··· Input material ···

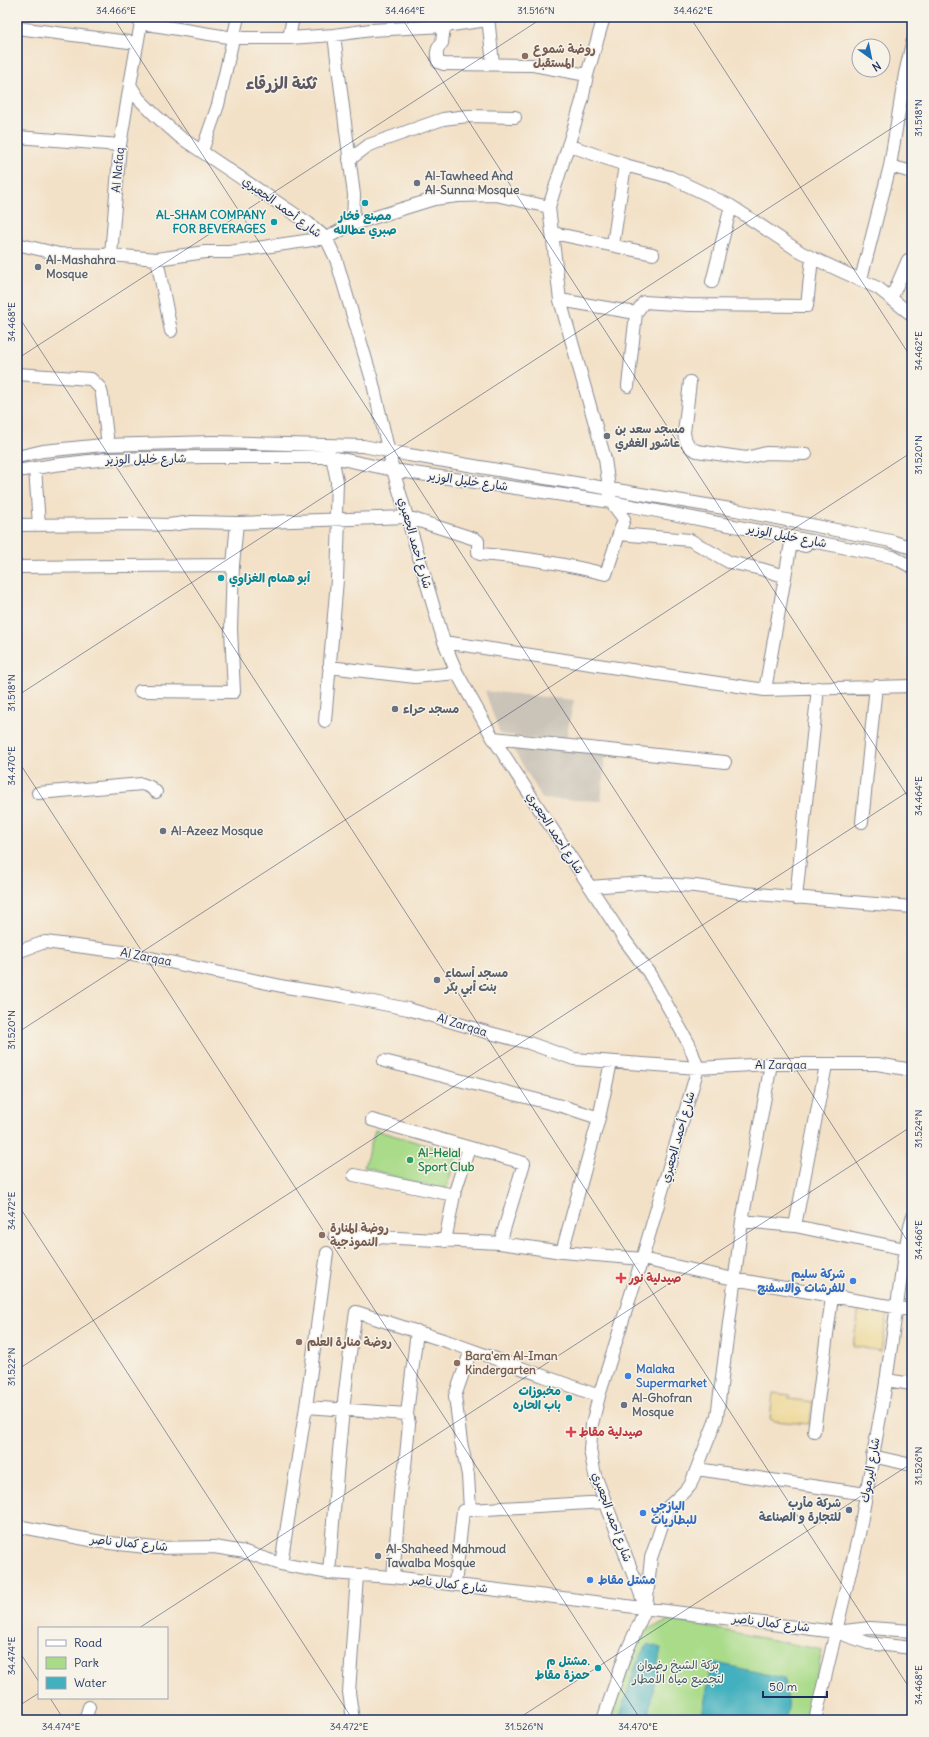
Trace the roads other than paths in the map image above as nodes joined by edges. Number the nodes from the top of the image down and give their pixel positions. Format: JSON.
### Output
{"nodes":[{"id":1,"x":238,"y":17,"type":"edge"},
{"id":2,"x":293,"y":17,"type":"edge"},
{"id":3,"x":604,"y":17,"type":"edge"},
{"id":4,"x":488,"y":19,"type":"edge"},
{"id":5,"x":142,"y":20,"type":"edge"},
{"id":6,"x":444,"y":26,"type":"junction"},
{"id":7,"x":17,"y":28,"type":"edge"},
{"id":8,"x":334,"y":35,"type":"junction"},
{"id":9,"x":234,"y":38,"type":"junction"},
{"id":10,"x":289,"y":38,"type":"junction"},
{"id":11,"x":912,"y":42,"type":"edge"},
{"id":12,"x":137,"y":43,"type":"junction"},
{"id":13,"x":493,"y":64,"type":"junction"},
{"id":14,"x":587,"y":75,"type":"junction"},
{"id":15,"x":130,"y":85,"type":"junction"},
{"id":16,"x":515,"y":117,"type":"dead end"},
{"id":17,"x":17,"y":138,"type":"edge"},
{"id":18,"x":120,"y":145,"type":"junction"},
{"id":19,"x":568,"y":145,"type":"junction"},
{"id":20,"x":202,"y":151,"type":"junction"},
{"id":21,"x":349,"y":160,"type":"junction"},
{"id":22,"x":625,"y":165,"type":"junction"},
{"id":23,"x":890,"y":166,"type":"junction"},
{"id":24,"x":912,"y":172,"type":"edge"},
{"id":25,"x":730,"y":206,"type":"junction"},
{"id":26,"x":549,"y":207,"type":"junction"},
{"id":27,"x":353,"y":224,"type":"junction"},
{"id":28,"x":553,"y":233,"type":"junction"},
{"id":29,"x":326,"y":238,"type":"junction"},
{"id":30,"x":17,"y":244,"type":"edge"},
{"id":31,"x":613,"y":245,"type":"junction"},
{"id":32,"x":653,"y":254,"type":"dead end"},
{"id":33,"x":111,"y":255,"type":"junction"},
{"id":34,"x":812,"y":258,"type":"junction"},
{"id":35,"x":157,"y":259,"type":"junction"},
{"id":36,"x":912,"y":262,"type":"edge"},
{"id":37,"x":861,"y":279,"type":"junction"},
{"id":38,"x":712,"y":282,"type":"dead end"},
{"id":39,"x":891,"y":299,"type":"junction"},
{"id":40,"x":560,"y":300,"type":"junction"},
{"id":41,"x":636,"y":313,"type":"junction"},
{"id":42,"x":912,"y":315,"type":"edge"},
{"id":43,"x":171,"y":331,"type":"dead end"},
{"id":44,"x":17,"y":374,"type":"edge"},
{"id":45,"x":690,"y":382,"type":"dead end"},
{"id":46,"x":628,"y":386,"type":"dead end"},
{"id":47,"x":108,"y":444,"type":"junction"},
{"id":48,"x":389,"y":451,"type":"junction"},
{"id":49,"x":806,"y":454,"type":"dead end"},
{"id":50,"x":17,"y":457,"type":"edge"},
{"id":51,"x":332,"y":457,"type":"junction"},
{"id":52,"x":34,"y":468,"type":"junction"},
{"id":53,"x":393,"y":470,"type":"junction"},
{"id":54,"x":17,"y":471,"type":"edge"},
{"id":55,"x":609,"y":489,"type":"junction"},
{"id":56,"x":611,"y":502,"type":"junction"},
{"id":57,"x":407,"y":517,"type":"junction"},
{"id":58,"x":339,"y":518,"type":"junction"},
{"id":59,"x":236,"y":523,"type":"junction"},
{"id":60,"x":38,"y":524,"type":"junction"},
{"id":61,"x":17,"y":525,"type":"edge"},
{"id":62,"x":619,"y":534,"type":"junction"},
{"id":63,"x":912,"y":548,"type":"edge"},
{"id":64,"x":233,"y":565,"type":"junction"},
{"id":65,"x":17,"y":567,"type":"edge"},
{"id":66,"x":912,"y":567,"type":"edge"},
{"id":67,"x":784,"y":576,"type":"junction"},
{"id":68,"x":444,"y":642,"type":"junction"},
{"id":69,"x":329,"y":667,"type":"junction"},
{"id":70,"x":457,"y":673,"type":"junction"},
{"id":71,"x":876,"y":686,"type":"junction"},
{"id":72,"x":912,"y":686,"type":"edge"},
{"id":73,"x":818,"y":688,"type":"junction"},
{"id":74,"x":765,"y":690,"type":"junction"},
{"id":75,"x":140,"y":691,"type":"dead end"},
{"id":76,"x":325,"y":721,"type":"dead end"},
{"id":77,"x":494,"y":738,"type":"junction"},
{"id":78,"x":725,"y":762,"type":"dead end"},
{"id":79,"x":156,"y":792,"type":"dead end"},
{"id":80,"x":38,"y":793,"type":"dead end"},
{"id":81,"x":862,"y":822,"type":"dead end"},
{"id":82,"x":590,"y":887,"type":"junction"},
{"id":83,"x":796,"y":898,"type":"junction"},
{"id":84,"x":912,"y":907,"type":"edge"},
{"id":85,"x":17,"y":952,"type":"edge"},
{"id":86,"x":384,"y":1061,"type":"dead end"},
{"id":87,"x":611,"y":1062,"type":"junction"},
{"id":88,"x":771,"y":1064,"type":"junction"},
{"id":89,"x":826,"y":1065,"type":"junction"},
{"id":90,"x":698,"y":1068,"type":"junction"},
{"id":91,"x":912,"y":1070,"type":"edge"},
{"id":92,"x":599,"y":1118,"type":"junction"},
{"id":93,"x":372,"y":1120,"type":"dead end"},
{"id":94,"x":469,"y":1148,"type":"junction"},
{"id":95,"x":354,"y":1175,"type":"dead end"},
{"id":96,"x":454,"y":1195,"type":"junction"},
{"id":97,"x":912,"y":1218,"type":"edge"},
{"id":98,"x":742,"y":1221,"type":"junction"},
{"id":99,"x":795,"y":1226,"type":"junction"},
{"id":100,"x":335,"y":1236,"type":"dead end"},
{"id":101,"x":445,"y":1241,"type":"junction"},
{"id":102,"x":500,"y":1243,"type":"junction"},
{"id":103,"x":905,"y":1249,"type":"junction"},
{"id":104,"x":562,"y":1252,"type":"junction"},
{"id":105,"x":327,"y":1254,"type":"dead end"},
{"id":106,"x":642,"y":1259,"type":"junction"},
{"id":107,"x":734,"y":1279,"type":"junction"},
{"id":108,"x":832,"y":1297,"type":"junction"},
{"id":109,"x":896,"y":1308,"type":"junction"},
{"id":110,"x":912,"y":1310,"type":"edge"},
{"id":111,"x":417,"y":1331,"type":"junction"},
{"id":112,"x":471,"y":1350,"type":"junction"},
{"id":113,"x":886,"y":1380,"type":"junction"},
{"id":114,"x":912,"y":1384,"type":"edge"},
{"id":115,"x":599,"y":1396,"type":"junction"},
{"id":116,"x":306,"y":1407,"type":"junction"},
{"id":117,"x":343,"y":1411,"type":"junction"},
{"id":118,"x":407,"y":1414,"type":"junction"},
{"id":119,"x":814,"y":1431,"type":"dead end"},
{"id":120,"x":872,"y":1456,"type":"junction"},
{"id":121,"x":912,"y":1465,"type":"edge"},
{"id":122,"x":697,"y":1469,"type":"junction"},
{"id":123,"x":866,"y":1494,"type":"junction"},
{"id":124,"x":606,"y":1502,"type":"junction"},
{"id":125,"x":470,"y":1510,"type":"junction"},
{"id":126,"x":17,"y":1526,"type":"edge"},
{"id":127,"x":281,"y":1564,"type":"junction"},
{"id":128,"x":329,"y":1573,"type":"junction"},
{"id":129,"x":357,"y":1576,"type":"junction"},
{"id":130,"x":393,"y":1577,"type":"junction"},
{"id":131,"x":455,"y":1585,"type":"junction"},
{"id":132,"x":646,"y":1608,"type":"junction"},
{"id":133,"x":912,"y":1631,"type":"edge"},
{"id":134,"x":836,"y":1632,"type":"junction"},
{"id":135,"x":912,"y":1648,"type":"edge"},
{"id":136,"x":89,"y":1706,"type":"dead end"},
{"id":137,"x":85,"y":1720,"type":"edge"},
{"id":138,"x":353,"y":1720,"type":"edge"},
{"id":139,"x":603,"y":1720,"type":"edge"},
{"id":140,"x":815,"y":1720,"type":"edge"}],
"edges":[{"from":1,"to":9,"type":"street"},
{"from":2,"to":10,"type":"street"},
{"from":3,"to":14,"type":"street"},
{"from":4,"to":6,"type":"street"},
{"from":4,"to":13,"type":"street"},
{"from":5,"to":9,"type":"street"},
{"from":5,"to":12,"type":"street"},
{"from":6,"to":8,"type":"street"},
{"from":6,"to":13,"type":"street"},
{"from":7,"to":12,"type":"street"},
{"from":8,"to":10,"type":"street"},
{"from":8,"to":21,"type":"street"},
{"from":9,"to":10,"type":"street"},
{"from":9,"to":20,"type":"street"},
{"from":11,"to":23,"type":"street"},
{"from":12,"to":15,"type":"street"},
{"from":13,"to":14,"type":"street"},
{"from":14,"to":19,"type":"street"},
{"from":15,"to":18,"type":"street","name":"Al Nafaq"},
{"from":15,"to":20,"type":"street","name":"شارع أحمد الجعبري"},
{"from":16,"to":21,"type":"street"},
{"from":17,"to":18,"type":"street"},
{"from":18,"to":33,"type":"street","name":"Al Nafaq"},
{"from":19,"to":22,"type":"street"},
{"from":19,"to":26,"type":"street"},
{"from":20,"to":29,"type":"street","name":"شارع أحمد الجعبري"},
{"from":21,"to":27,"type":"street"},
{"from":22,"to":25,"type":"street"},
{"from":22,"to":31,"type":"street"},
{"from":23,"to":24,"type":"street"},
{"from":23,"to":37,"type":"street"},
{"from":25,"to":34,"type":"street"},
{"from":25,"to":38,"type":"street"},
{"from":26,"to":27,"type":"street"},
{"from":26,"to":28,"type":"street"},
{"from":27,"to":29,"type":"street"},
{"from":28,"to":31,"type":"street"},
{"from":28,"to":40,"type":"street"},
{"from":29,"to":35,"type":"street"},
{"from":29,"to":48,"type":"street","name":"شارع أحمد الجعبري"},
{"from":30,"to":33,"type":"street"},
{"from":31,"to":32,"type":"street"},
{"from":33,"to":35,"type":"street"},
{"from":34,"to":37,"type":"street"},
{"from":34,"to":41,"type":"street"},
{"from":35,"to":43,"type":"street"},
{"from":36,"to":39,"type":"street"},
{"from":37,"to":39,"type":"street"},
{"from":39,"to":42,"type":"street"},
{"from":40,"to":41,"type":"street"},
{"from":40,"to":55,"type":"street"},
{"from":41,"to":46,"type":"street"},
{"from":44,"to":47,"type":"street"},
{"from":45,"to":49,"type":"street"},
{"from":47,"to":48,"type":"street","name":"شارع خليل الوزير"},
{"from":47,"to":50,"type":"street","name":"شارع خليل الوزير"},
{"from":48,"to":53,"type":"street","name":"شارع أحمد الجعبري"},
{"from":48,"to":55,"type":"street","name":"شارع خليل الوزير"},
{"from":51,"to":52,"type":"street","name":"شارع خليل الوزير"},
{"from":51,"to":53,"type":"street","name":"شارع خليل الوزير"},
{"from":51,"to":58,"type":"street"},
{"from":52,"to":54,"type":"street","name":"شارع خليل الوزير"},
{"from":52,"to":60,"type":"street"},
{"from":53,"to":56,"type":"street","name":"شارع خليل الوزير"},
{"from":53,"to":57,"type":"street","name":"شارع أحمد الجعبري"},
{"from":55,"to":56,"type":"street"},
{"from":55,"to":63,"type":"street","name":"شارع خليل الوزير"},
{"from":56,"to":62,"type":"street"},
{"from":56,"to":66,"type":"street","name":"شارع خليل الوزير"},
{"from":57,"to":58,"type":"street"},
{"from":57,"to":62,"type":"street"},
{"from":57,"to":68,"type":"street","name":"شارع أحمد الجعبري"},
{"from":58,"to":59,"type":"street"},
{"from":58,"to":69,"type":"street"},
{"from":59,"to":60,"type":"street"},
{"from":59,"to":64,"type":"street"},
{"from":60,"to":61,"type":"street"},
{"from":62,"to":67,"type":"street"},
{"from":64,"to":65,"type":"street"},
{"from":64,"to":75,"type":"street"},
{"from":66,"to":67,"type":"street"},
{"from":67,"to":74,"type":"street"},
{"from":68,"to":70,"type":"street","name":"شارع أحمد الجعبري"},
{"from":68,"to":74,"type":"street"},
{"from":69,"to":70,"type":"street"},
{"from":69,"to":76,"type":"street"},
{"from":70,"to":77,"type":"street","name":"شارع أحمد الجعبري"},
{"from":71,"to":72,"type":"street"},
{"from":71,"to":73,"type":"street"},
{"from":71,"to":81,"type":"street"},
{"from":73,"to":74,"type":"street"},
{"from":73,"to":83,"type":"street"},
{"from":77,"to":78,"type":"street"},
{"from":77,"to":82,"type":"street","name":"شارع أحمد الجعبري"},
{"from":79,"to":80,"type":"street"},
{"from":82,"to":83,"type":"street"},
{"from":82,"to":90,"type":"street","name":"شارع أحمد الجعبري"},
{"from":83,"to":84,"type":"street"},
{"from":85,"to":87,"type":"street","name":"Al Zarqaa"},
{"from":86,"to":92,"type":"street"},
{"from":87,"to":90,"type":"street","name":"Al Zarqaa"},
{"from":87,"to":92,"type":"street"},
{"from":88,"to":89,"type":"street","name":"Al Zarqaa"},
{"from":88,"to":90,"type":"street","name":"Al Zarqaa"},
{"from":88,"to":98,"type":"street"},
{"from":89,"to":91,"type":"street","name":"Al Zarqaa"},
{"from":89,"to":99,"type":"street"},
{"from":90,"to":106,"type":"street","name":"شارع أحمد الجعبري"},
{"from":92,"to":104,"type":"street"},
{"from":93,"to":94,"type":"street"},
{"from":94,"to":96,"type":"street"},
{"from":94,"to":102,"type":"street"},
{"from":95,"to":96,"type":"street"},
{"from":96,"to":101,"type":"street"},
{"from":97,"to":103,"type":"street","name":"شارع اليرموك"},
{"from":98,"to":99,"type":"street"},
{"from":98,"to":107,"type":"street"},
{"from":99,"to":103,"type":"street"},
{"from":100,"to":101,"type":"street"},
{"from":101,"to":102,"type":"street"},
{"from":102,"to":104,"type":"street"},
{"from":103,"to":109,"type":"street","name":"شارع اليرموك"},
{"from":104,"to":106,"type":"street"},
{"from":105,"to":116,"type":"street"},
{"from":106,"to":107,"type":"street"},
{"from":106,"to":115,"type":"street","name":"شارع أحمد الجعبري"},
{"from":107,"to":108,"type":"street"},
{"from":107,"to":122,"type":"street"},
{"from":108,"to":109,"type":"street"},
{"from":108,"to":119,"type":"street"},
{"from":109,"to":110,"type":"street"},
{"from":109,"to":113,"type":"street","name":"شارع اليرموك"},
{"from":111,"to":112,"type":"street"},
{"from":111,"to":117,"type":"street"},
{"from":111,"to":118,"type":"street"},
{"from":112,"to":115,"type":"street"},
{"from":112,"to":125,"type":"street"},
{"from":113,"to":114,"type":"street"},
{"from":113,"to":120,"type":"street","name":"شارع اليرموك"},
{"from":115,"to":124,"type":"street","name":"شارع أحمد الجعبري"},
{"from":116,"to":117,"type":"street"},
{"from":116,"to":127,"type":"street"},
{"from":117,"to":118,"type":"street"},
{"from":117,"to":128,"type":"street"},
{"from":118,"to":130,"type":"street"},
{"from":120,"to":121,"type":"street"},
{"from":120,"to":123,"type":"street","name":"شارع اليرموك"},
{"from":122,"to":123,"type":"street"},
{"from":122,"to":132,"type":"street"},
{"from":123,"to":134,"type":"street","name":"شارع اليرموك"},
{"from":124,"to":125,"type":"street"},
{"from":124,"to":132,"type":"street","name":"شارع أحمد الجعبري"},
{"from":125,"to":131,"type":"street"},
{"from":126,"to":127,"type":"street","name":"شارع كمال ناصر"},
{"from":127,"to":128,"type":"street","name":"شارع كمال ناصر"},
{"from":128,"to":129,"type":"street","name":"شارع كمال ناصر"},
{"from":129,"to":130,"type":"street","name":"شارع كمال ناصر"},
{"from":129,"to":138,"type":"street"},
{"from":130,"to":131,"type":"street","name":"شارع كمال ناصر"},
{"from":131,"to":132,"type":"street","name":"شارع كمال ناصر"},
{"from":132,"to":134,"type":"street","name":"شارع كمال ناصر"},
{"from":132,"to":139,"type":"street"},
{"from":133,"to":134,"type":"street","name":"شارع كمال ناصر"},
{"from":134,"to":135,"type":"street","name":"شارع كمال ناصر"},
{"from":134,"to":140,"type":"street","name":"شارع اليرموك"},
{"from":136,"to":137,"type":"street"}]}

···

* Problem requirements *
Across the entries above, find the lines with the string "كمال" and copy them.

* Task result *
{"from":126,"to":127,"type":"street","name":"شارع كمال ناصر"},
{"from":127,"to":128,"type":"street","name":"شارع كمال ناصر"},
{"from":128,"to":129,"type":"street","name":"شارع كمال ناصر"},
{"from":129,"to":130,"type":"street","name":"شارع كمال ناصر"},
{"from":130,"to":131,"type":"street","name":"شارع كمال ناصر"},
{"from":131,"to":132,"type":"street","name":"شارع كمال ناصر"},
{"from":132,"to":134,"type":"street","name":"شارع كمال ناصر"},
{"from":133,"to":134,"type":"street","name":"شارع كمال ناصر"},
{"from":134,"to":135,"type":"street","name":"شارع كمال ناصر"},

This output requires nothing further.